#### [Dataset entries]
────────
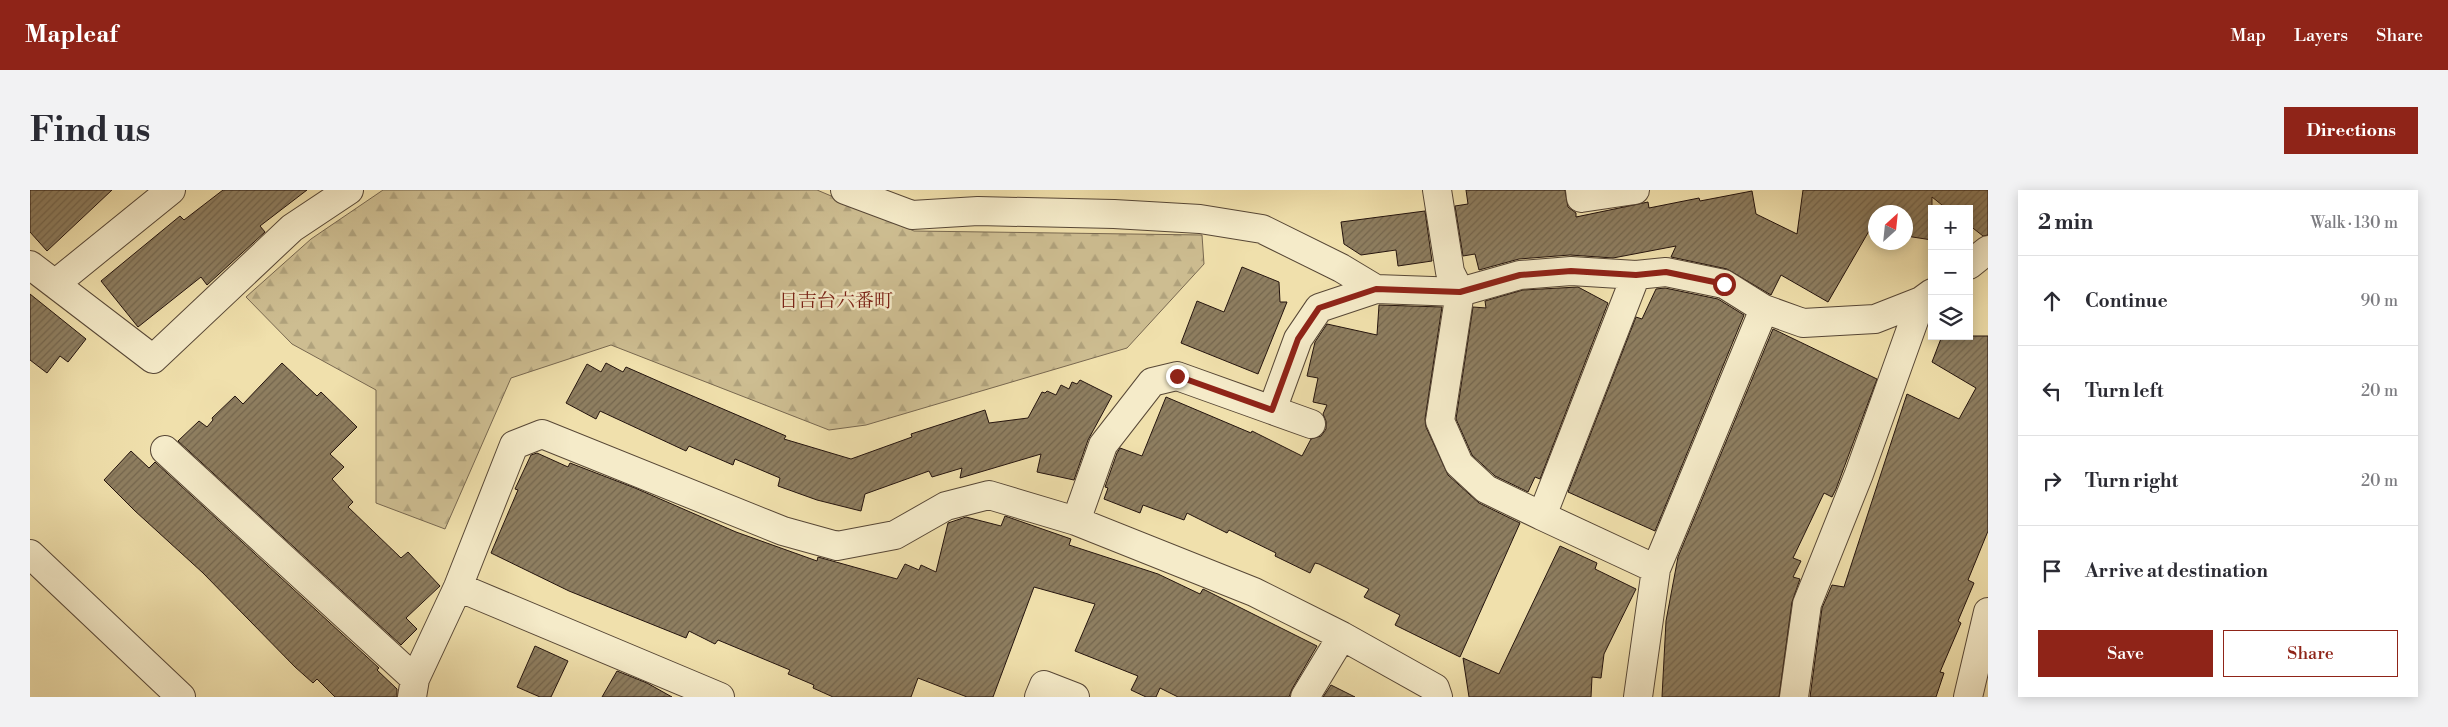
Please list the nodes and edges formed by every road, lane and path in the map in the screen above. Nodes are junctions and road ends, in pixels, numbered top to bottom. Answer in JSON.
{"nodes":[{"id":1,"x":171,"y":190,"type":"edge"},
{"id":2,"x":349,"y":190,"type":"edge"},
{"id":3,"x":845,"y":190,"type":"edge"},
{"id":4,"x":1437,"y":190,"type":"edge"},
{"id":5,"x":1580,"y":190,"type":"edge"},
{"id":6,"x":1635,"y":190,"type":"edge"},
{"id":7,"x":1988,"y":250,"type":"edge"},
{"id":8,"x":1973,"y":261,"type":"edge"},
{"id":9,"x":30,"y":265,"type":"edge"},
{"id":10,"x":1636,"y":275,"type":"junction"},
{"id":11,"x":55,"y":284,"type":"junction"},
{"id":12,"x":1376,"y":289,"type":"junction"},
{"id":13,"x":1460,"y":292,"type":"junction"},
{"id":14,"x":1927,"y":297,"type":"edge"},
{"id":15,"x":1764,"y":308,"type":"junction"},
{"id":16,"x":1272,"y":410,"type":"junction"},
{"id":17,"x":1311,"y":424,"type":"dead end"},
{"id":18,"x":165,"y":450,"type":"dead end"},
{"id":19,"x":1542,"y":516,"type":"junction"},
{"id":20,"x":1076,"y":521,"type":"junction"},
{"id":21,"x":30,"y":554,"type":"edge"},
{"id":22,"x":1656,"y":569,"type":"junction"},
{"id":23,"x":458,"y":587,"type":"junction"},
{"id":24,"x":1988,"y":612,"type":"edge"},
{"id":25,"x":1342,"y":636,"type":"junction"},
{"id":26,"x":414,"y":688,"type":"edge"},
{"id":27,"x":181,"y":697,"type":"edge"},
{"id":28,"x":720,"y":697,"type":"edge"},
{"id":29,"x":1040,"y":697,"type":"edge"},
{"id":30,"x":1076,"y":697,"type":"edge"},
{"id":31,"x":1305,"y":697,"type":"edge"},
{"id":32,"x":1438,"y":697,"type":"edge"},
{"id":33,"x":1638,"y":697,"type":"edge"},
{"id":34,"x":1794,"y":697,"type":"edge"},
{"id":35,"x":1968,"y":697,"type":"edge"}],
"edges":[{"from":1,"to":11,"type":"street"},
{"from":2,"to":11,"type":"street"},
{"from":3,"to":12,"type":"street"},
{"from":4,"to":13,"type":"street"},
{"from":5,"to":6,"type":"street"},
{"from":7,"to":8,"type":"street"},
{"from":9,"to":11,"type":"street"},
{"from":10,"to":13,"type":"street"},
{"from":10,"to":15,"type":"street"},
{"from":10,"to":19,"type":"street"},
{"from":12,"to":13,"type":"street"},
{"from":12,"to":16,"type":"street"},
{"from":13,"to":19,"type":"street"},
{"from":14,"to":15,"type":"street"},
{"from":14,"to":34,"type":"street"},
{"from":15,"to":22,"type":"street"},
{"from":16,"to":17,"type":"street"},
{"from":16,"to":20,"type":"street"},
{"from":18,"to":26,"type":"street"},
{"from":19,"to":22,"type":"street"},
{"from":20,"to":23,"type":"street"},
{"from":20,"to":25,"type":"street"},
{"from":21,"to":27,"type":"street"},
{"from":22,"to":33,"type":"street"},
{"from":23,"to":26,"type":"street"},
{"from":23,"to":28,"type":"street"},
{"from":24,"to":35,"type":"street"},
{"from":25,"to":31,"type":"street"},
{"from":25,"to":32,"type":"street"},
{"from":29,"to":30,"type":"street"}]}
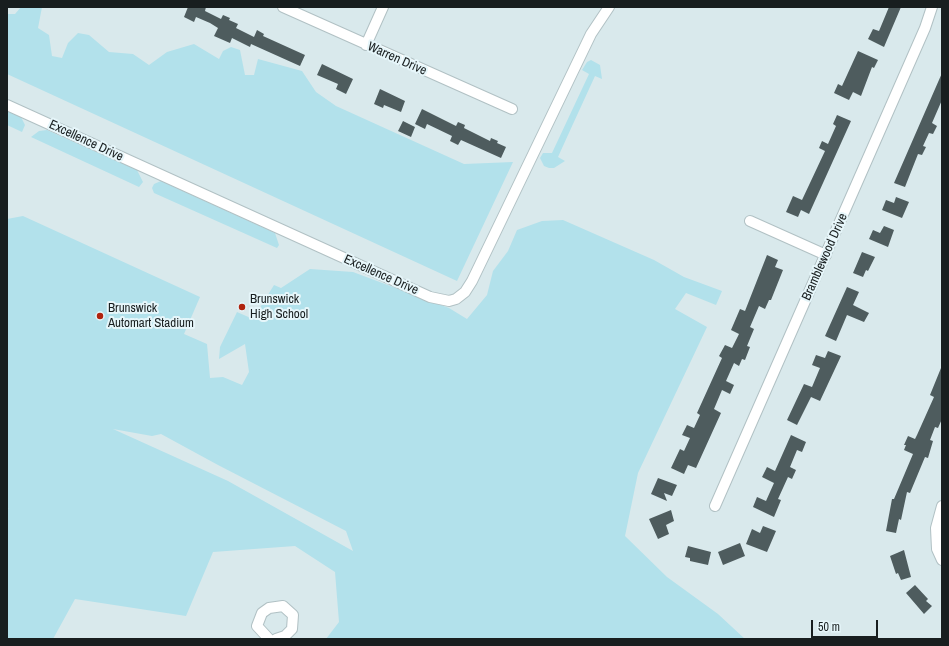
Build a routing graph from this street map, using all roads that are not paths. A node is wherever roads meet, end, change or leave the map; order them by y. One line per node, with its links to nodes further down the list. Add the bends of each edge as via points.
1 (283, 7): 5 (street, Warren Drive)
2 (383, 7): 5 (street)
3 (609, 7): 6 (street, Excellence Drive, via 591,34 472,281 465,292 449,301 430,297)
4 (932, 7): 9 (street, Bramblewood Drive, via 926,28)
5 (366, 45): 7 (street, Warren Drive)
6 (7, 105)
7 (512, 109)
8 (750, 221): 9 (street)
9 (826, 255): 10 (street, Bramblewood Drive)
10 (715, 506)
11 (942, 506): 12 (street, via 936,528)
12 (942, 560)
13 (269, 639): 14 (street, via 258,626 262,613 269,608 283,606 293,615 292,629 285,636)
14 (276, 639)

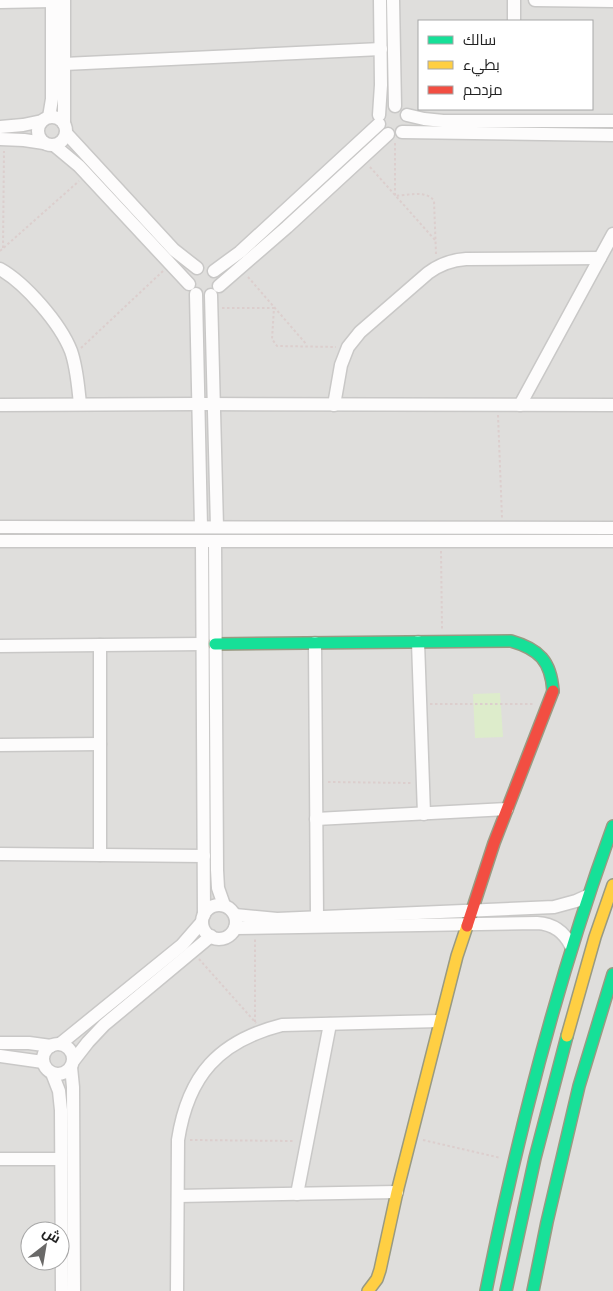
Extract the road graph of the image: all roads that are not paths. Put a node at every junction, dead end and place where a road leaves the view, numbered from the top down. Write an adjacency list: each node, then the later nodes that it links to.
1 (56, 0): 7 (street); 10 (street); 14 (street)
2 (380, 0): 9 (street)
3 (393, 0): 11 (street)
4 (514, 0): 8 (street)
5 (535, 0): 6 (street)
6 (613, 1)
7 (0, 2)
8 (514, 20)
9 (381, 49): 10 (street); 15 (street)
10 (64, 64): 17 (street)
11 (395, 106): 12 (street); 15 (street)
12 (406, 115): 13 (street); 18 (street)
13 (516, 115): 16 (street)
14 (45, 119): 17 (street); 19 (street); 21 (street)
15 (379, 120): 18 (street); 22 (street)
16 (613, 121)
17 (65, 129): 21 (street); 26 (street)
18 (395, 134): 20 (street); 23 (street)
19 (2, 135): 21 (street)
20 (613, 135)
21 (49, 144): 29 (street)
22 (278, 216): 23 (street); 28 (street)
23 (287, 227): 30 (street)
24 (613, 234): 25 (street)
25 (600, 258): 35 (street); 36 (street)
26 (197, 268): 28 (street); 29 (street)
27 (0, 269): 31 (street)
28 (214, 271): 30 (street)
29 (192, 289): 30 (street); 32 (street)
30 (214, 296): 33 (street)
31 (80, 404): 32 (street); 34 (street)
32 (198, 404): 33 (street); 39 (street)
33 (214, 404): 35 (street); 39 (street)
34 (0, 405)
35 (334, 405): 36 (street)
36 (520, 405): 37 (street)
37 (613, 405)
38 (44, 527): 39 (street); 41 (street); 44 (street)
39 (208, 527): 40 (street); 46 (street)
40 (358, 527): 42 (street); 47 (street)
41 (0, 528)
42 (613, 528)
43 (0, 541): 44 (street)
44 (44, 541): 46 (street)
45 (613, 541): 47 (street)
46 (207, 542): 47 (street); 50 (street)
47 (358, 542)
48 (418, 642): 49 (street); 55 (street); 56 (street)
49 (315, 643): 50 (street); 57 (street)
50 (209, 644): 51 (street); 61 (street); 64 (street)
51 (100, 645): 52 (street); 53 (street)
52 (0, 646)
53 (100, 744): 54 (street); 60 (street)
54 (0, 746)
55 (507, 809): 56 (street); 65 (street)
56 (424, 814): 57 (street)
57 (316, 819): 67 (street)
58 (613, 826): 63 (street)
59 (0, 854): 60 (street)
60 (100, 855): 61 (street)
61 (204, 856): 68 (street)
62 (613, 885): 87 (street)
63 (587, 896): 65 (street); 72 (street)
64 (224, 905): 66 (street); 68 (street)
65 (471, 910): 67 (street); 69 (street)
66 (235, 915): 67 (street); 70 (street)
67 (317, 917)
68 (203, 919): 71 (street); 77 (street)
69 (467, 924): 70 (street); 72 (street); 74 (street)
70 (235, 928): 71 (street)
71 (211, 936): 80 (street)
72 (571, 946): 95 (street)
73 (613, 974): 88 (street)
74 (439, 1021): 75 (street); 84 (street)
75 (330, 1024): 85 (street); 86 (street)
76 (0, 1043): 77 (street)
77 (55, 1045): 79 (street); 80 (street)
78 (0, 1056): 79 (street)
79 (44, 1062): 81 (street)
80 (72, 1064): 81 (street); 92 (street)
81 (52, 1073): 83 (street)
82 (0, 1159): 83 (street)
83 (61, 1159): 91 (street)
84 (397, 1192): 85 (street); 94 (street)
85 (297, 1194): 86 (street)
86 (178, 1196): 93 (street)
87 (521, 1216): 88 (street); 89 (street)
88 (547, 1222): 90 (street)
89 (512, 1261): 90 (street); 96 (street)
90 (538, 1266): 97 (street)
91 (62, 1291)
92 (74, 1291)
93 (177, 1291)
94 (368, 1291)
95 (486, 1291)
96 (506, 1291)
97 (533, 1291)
────────
#### [Exercise goal]
Find the string "Bramblewood" in the records, then copy each line where it occurs.

#### [Answer section]
4 (932, 7): 9 (street, Bramblewood Drive, via 926,28)
9 (826, 255): 10 (street, Bramblewood Drive)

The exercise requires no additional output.